LONDON - Sterling fell to a one month low against the dollar on Monday, coming under downward pressure from data showing Britain's economy had unexpectedly shrunk in April and from tensions with the European Union over post-Brexit trade with Northern Ireland.

Gross domestic product contracted by 0.3% after falling by 0.1% in March, the first back-to-back declines since March and April 2020, at the start of the coronavirus pandemic.

British economic growth is already expected to be among the weakest for rich countries in 2023, and there is uncertainty over how fast the Bank of England can raise interest rates to tame inflation without further hurting the economy.

"April's soft GDP figures may quell the appetite of some members to vote for a more aggressive 50bp hike", Investec chief economist Philip Shaw said in a note commenting on the GDP data.

Overall, the central bank is expected to raise interest rates for the fifth time since December on Thursday by another quarter percentage point in a bid to restrain inflation, which it forecast will exceed 10% in the final quarter of the year.

The pound fell as much as 0.8% to $1.2213, its lowest level since May 13, after having already suffered two straight weeks of losses as strong U.S. inflation data boosted the greenback and expectations of monetary tightening by the U.S. Federal Reserve.

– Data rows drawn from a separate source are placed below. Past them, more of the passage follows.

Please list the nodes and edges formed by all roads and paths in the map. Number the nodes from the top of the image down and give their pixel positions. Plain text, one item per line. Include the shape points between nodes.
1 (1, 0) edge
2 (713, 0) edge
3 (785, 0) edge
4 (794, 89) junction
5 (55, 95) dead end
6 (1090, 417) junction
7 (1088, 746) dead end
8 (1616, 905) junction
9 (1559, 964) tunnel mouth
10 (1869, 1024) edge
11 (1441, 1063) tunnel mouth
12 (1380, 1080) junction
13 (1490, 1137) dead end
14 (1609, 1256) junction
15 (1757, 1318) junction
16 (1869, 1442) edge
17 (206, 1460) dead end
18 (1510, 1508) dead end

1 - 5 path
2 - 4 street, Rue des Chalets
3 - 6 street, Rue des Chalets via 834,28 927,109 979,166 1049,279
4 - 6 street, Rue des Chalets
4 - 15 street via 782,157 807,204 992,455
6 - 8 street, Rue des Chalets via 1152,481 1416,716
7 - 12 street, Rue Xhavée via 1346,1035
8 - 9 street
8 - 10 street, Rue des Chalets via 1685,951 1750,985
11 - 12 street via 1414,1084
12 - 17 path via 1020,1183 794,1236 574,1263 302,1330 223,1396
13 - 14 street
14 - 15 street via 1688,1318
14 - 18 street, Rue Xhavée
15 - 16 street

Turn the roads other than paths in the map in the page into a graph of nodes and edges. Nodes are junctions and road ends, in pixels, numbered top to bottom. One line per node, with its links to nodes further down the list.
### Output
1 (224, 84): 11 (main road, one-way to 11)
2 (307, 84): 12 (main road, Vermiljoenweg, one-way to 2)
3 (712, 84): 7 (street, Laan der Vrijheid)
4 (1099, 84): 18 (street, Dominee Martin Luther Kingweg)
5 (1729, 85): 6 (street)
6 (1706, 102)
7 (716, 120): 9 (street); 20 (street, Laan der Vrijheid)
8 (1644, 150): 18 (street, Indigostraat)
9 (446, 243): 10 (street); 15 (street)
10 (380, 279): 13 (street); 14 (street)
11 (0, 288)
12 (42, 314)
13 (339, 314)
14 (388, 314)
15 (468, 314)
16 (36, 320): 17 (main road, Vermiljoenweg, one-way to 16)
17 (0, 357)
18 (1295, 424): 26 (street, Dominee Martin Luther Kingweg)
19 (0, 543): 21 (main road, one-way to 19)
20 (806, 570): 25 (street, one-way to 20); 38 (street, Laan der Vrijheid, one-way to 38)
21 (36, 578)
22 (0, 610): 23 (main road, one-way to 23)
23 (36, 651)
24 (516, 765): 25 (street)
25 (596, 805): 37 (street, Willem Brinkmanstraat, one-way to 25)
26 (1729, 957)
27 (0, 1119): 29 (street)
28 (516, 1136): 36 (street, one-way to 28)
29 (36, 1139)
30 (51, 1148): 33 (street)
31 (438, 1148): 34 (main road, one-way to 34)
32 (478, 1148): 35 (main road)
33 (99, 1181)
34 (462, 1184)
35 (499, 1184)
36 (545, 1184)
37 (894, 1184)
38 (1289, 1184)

Illustrating the pressure building up across global foreign exchange markets, the dollar index, which tracks the U.S. currency against six peers, was 0.2% higher at 104.58, its highest level in a month.

The British currency currently stands only 0.5% from its lowest level against the dollar since May 2020.

Adding to the pressure on the pound, the British government is due to present legislation to unilaterally scrap some of the rules that govern post-Brexit trade with Northern Ireland, a move which is likely to inflame a simmering argument with the European Union.

"It's hard to avoid the conclusion that we're heading towards a major clash with the EU that raises the risk of trade war," said Adam Cole, chief currency strategist at RBC Capital Markets, adding that risks were clearly on the downside for the pound.

British Prime Minister Boris Johnson said on Monday that triggering a trade war in response to the new legislation on Northern Ireland trade would be overreacting.

"All we are trying to do is have some bureaucratic simplifications between Great Britain and Northern Ireland", Johnson told LBC radio, challenging critics who say the legislation would break international law.

Against the euro, sterling was down 0.1% at 85.55 pence.